L’origine des GRB (Gamma Ray Bursts), ces énormes émissions de rayons gamma en provenance de trous noirs, est encore aujourd’hui mal comprise. Deux processus physiques sont en compétition pour l’expliquer, tous les deux sont issus du phénomène de disque d’accrétion apparaissant autour des trous noirs.
La première hypothèse fait intervenir une montée en énergie de photons gamma ou X par diffusion Compton inverse d’électrons très énergétiques, eux-mêmes accélérés par le champ magnétique monstrueux produit par le disque d’accrétion du trou noir : les électrons fournissent une partie de leur énergie cinétique aux photons par collision élastique.
La seconde hypothèse est fondée sur le phénomène de rayonnement synchrotron : les électrons tournant à des vitesses relativistes produisent dans leur trajectoire circulaire des rayons X très énergétiques.
Illustration du phénomène observé dans GRB 120308A (NASA's Goddard Space Flight Center/S. Wiessinger) |
Une observation singulière d’un GRB vient d’être reportée par une équipe d’astrophysiciens anglais, slovènes et italiens. Elle permet de connaître un peu mieux les fondements physique de ces émissions hors norme et de pencher fortement sur l’une des deux hypothèses…
Le point clé qu’il fallait pouvoir observer est la présence ou non d’un champ magnétique ordonné dans ce GRB dénommé GRB 120308A.
Le champ magnétique joue un rôle fondamental dans les phénomènes associés aux trous noirs. La matière qui s’accrète autour d’un trou noir dans une rotation extrême se trouve à l’état de plasma, électrons, protons, et autres noyaux séparés les uns des autres. Le mouvement rapide des charges électriques (un courant électrique) produit immédiatement un champ magnétique dans le disque d’accrétion lui-même, qui possède une haute conductivité électrique. Dans le cas d’un disque d’accrétion en rotation très rapide, le champ magnétique est dit « comprimé ».
Production de courant dans un disque de Faraday(http://www.ampere.cnrs.fr) |
Et ce type de champ magnétique, associé à un mouvement de rotation conduit à la réalisation du phénomène connu sous le nom de « disque de Faraday » : un générateur électrique délivrant un courant et une tension gigantesques, avec une polarité constante. Ce phénomène a été mis en évidence dès 2002 dans les trous noirs.
Des boucles de champ produites à grande échelle dans le champ magnétique hélicoïdal qui tisse le plasma peuvent ensuite créer des sortes de faisceaux étroits collimatés avec des angles d’ouverture de quelques degrés seulement, d’où vont pouvoir s’échapper les particules chargées, accélérées à des vitesses relativistes (99% de la vitesse de la lumière).
Quand le jet de particules chargées interagit avec le milieu entourant le trou noir (nuages de gaz principalement), vont apparaître deux ondes de choc : l’une vers l’avant et l’autre en rebond vers l’arrière.
Liverpool Telescope (R. Smith) |
Il se trouve que la seconde onde de choc de rebond, se situe en majorité dans le domaine des longueurs d’onde visibles.

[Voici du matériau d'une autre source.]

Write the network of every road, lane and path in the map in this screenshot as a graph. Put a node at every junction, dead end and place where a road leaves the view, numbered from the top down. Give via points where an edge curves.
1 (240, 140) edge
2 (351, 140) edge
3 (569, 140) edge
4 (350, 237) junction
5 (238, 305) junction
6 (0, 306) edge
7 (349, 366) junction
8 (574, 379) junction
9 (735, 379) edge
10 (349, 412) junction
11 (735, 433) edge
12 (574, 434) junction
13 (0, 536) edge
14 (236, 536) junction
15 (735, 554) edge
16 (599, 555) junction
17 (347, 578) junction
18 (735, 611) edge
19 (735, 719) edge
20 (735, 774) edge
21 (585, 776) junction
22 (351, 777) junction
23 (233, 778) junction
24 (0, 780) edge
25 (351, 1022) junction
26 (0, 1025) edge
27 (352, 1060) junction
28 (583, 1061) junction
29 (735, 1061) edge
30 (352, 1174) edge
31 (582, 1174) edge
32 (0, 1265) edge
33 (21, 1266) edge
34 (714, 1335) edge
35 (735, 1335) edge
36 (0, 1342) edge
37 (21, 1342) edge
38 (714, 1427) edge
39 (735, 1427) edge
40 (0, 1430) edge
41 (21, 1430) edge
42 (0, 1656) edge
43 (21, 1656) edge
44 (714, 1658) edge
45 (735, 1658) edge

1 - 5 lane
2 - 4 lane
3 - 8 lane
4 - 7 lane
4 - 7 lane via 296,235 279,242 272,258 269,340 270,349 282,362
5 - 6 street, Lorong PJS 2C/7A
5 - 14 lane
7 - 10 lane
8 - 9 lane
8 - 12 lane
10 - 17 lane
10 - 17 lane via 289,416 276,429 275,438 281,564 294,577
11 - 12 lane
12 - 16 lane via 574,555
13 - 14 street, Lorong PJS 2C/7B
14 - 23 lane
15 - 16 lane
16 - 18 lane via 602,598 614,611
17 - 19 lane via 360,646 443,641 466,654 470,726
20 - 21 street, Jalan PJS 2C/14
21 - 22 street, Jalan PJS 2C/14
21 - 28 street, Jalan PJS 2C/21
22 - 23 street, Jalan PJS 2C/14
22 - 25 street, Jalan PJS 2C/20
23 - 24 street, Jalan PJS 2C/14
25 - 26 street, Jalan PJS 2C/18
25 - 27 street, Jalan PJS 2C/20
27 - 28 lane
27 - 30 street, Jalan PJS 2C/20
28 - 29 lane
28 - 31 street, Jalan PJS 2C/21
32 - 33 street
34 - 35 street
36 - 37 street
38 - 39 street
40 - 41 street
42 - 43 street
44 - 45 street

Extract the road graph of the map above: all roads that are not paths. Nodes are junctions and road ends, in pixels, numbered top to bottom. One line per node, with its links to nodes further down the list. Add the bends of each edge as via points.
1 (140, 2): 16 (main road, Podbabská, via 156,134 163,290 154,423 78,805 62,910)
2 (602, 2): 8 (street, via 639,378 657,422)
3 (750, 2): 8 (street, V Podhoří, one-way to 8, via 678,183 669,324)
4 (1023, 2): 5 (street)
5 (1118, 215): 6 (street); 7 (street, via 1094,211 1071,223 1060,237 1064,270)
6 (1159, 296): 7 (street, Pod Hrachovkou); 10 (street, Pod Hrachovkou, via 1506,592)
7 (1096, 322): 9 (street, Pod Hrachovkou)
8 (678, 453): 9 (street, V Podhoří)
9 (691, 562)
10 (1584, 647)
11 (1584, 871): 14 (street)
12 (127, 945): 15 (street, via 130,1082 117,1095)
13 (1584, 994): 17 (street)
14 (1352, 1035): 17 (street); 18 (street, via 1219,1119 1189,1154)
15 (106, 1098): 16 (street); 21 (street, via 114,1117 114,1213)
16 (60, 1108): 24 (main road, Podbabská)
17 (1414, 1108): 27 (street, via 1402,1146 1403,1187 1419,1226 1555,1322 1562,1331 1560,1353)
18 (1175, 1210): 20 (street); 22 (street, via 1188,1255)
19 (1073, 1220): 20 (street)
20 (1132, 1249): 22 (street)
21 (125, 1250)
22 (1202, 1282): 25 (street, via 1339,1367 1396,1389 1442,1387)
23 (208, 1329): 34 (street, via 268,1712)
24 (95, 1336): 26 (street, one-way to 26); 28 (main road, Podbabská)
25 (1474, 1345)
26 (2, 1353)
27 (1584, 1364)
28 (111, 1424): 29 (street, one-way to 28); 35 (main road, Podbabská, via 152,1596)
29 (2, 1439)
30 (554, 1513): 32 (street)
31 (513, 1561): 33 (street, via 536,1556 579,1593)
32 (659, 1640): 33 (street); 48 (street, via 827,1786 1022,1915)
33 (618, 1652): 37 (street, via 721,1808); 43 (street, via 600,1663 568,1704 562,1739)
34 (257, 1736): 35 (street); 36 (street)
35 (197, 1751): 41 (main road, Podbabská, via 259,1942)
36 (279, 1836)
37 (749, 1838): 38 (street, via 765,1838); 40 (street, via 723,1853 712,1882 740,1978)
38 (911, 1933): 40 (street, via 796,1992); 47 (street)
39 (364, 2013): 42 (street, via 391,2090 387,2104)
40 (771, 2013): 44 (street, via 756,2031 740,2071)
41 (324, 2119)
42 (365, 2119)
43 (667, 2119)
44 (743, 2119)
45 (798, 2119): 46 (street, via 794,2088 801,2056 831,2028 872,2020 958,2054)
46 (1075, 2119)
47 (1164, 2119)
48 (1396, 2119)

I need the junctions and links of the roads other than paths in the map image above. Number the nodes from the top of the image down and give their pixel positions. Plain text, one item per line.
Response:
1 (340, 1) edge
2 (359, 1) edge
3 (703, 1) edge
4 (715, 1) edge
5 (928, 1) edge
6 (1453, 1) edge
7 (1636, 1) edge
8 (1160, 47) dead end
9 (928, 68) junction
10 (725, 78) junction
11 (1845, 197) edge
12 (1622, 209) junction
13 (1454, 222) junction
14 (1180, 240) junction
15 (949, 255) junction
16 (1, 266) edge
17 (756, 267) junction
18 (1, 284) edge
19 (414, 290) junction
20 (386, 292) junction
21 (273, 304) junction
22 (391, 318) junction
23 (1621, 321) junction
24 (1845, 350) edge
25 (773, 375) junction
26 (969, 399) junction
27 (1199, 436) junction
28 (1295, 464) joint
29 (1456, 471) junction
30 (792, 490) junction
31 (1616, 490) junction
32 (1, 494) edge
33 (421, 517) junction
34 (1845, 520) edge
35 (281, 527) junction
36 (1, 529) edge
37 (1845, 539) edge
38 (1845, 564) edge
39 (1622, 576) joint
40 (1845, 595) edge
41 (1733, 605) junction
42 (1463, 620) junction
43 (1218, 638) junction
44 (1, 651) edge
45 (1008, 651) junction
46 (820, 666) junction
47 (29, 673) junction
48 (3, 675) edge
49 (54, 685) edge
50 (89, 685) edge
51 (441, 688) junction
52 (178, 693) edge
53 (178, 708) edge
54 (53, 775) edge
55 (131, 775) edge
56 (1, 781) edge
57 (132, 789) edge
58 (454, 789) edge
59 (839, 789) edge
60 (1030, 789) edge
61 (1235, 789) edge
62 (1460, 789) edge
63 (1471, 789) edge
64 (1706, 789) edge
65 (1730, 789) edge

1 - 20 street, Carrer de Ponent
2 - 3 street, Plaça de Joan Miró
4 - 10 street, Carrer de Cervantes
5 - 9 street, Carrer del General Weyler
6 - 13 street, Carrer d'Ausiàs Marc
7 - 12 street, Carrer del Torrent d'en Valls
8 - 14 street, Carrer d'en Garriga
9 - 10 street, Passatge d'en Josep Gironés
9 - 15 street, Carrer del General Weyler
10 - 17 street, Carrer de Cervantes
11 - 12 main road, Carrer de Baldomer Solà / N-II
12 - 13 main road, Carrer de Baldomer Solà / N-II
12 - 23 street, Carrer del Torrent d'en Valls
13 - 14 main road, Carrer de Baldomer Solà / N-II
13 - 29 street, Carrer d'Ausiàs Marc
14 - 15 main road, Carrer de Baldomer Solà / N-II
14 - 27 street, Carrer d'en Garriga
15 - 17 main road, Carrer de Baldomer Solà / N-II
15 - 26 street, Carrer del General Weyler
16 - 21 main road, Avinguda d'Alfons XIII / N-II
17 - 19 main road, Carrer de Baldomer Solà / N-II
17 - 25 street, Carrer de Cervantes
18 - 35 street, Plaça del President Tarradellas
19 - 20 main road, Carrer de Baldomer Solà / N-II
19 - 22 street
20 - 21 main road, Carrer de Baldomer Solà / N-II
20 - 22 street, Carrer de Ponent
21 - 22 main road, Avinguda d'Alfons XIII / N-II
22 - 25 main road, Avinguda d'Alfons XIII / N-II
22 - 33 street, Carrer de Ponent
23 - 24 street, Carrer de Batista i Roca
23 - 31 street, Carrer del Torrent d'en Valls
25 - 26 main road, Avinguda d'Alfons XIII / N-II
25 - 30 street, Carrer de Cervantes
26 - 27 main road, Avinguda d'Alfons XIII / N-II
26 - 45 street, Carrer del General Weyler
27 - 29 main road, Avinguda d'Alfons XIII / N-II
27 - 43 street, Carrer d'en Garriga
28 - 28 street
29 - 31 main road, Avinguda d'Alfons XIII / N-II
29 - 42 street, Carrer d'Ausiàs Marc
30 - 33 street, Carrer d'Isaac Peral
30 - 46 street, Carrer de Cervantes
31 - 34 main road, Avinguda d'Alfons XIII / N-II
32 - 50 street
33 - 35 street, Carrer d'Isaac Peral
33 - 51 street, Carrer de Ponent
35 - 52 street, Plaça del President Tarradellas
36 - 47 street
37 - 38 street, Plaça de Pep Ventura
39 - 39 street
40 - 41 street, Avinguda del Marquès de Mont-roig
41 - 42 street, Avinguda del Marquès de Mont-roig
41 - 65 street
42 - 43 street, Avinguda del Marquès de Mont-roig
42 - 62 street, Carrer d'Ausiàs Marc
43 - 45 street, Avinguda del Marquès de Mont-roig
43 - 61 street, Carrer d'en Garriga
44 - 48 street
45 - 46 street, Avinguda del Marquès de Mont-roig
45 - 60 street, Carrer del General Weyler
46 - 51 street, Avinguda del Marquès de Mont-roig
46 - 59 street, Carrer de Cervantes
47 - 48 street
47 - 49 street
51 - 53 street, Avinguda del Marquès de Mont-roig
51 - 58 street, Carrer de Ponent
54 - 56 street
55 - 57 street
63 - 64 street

C’est en observant cette lumière particulière visible dans GRB 120308A que notre équipe européenne a pu déduire la présence de polarisation dans le champ magnétique. Ils ont pour cela utilisé le télescope robotisé de 2 m de Liverpool (situé aux Canaries, oui, parce qu'à Liverpool... ce serait un peu plus compliqué), sur lequel était monté un polarimètre spécial appelé RINGO2 (les liverpuldiens sont prévisibles…).
Mesurer la polarisation de la lumière permet de savoir si cette lumière est passée à travers un champ magnétique lui-même polarisé. J. Mundell et ses collègues ont mesuré une composante linéaire de polarisation de 28%. Cette valeur très élevée est proche du maximum de polarisation qui peut être produit par des électrons émettant un rayonnement synchrotron dans un jet relativiste transportant un champ magnétique ordonné.
C’est la première fois que l’on parvient à déterminer précisément une telle polarisation dans la lumière de décroissance d’un GRB.
Non seulement cette observation confirme le modèle du disque de Faraday pour les trous noirs, permettant d’expliquer la production de fins jets de matière, mais elle permet en outre de pencher fortement pour le processus du rayonnement synchrotron comme étant le processus à l’origine de l’émission des Gamma Ray Bursts.
Référence :
Highly polarized light from stable ordered magnetic fields in GRB 120308A
C. G. Mundell et al.
Nature 504, 119–121 (05 December 2013)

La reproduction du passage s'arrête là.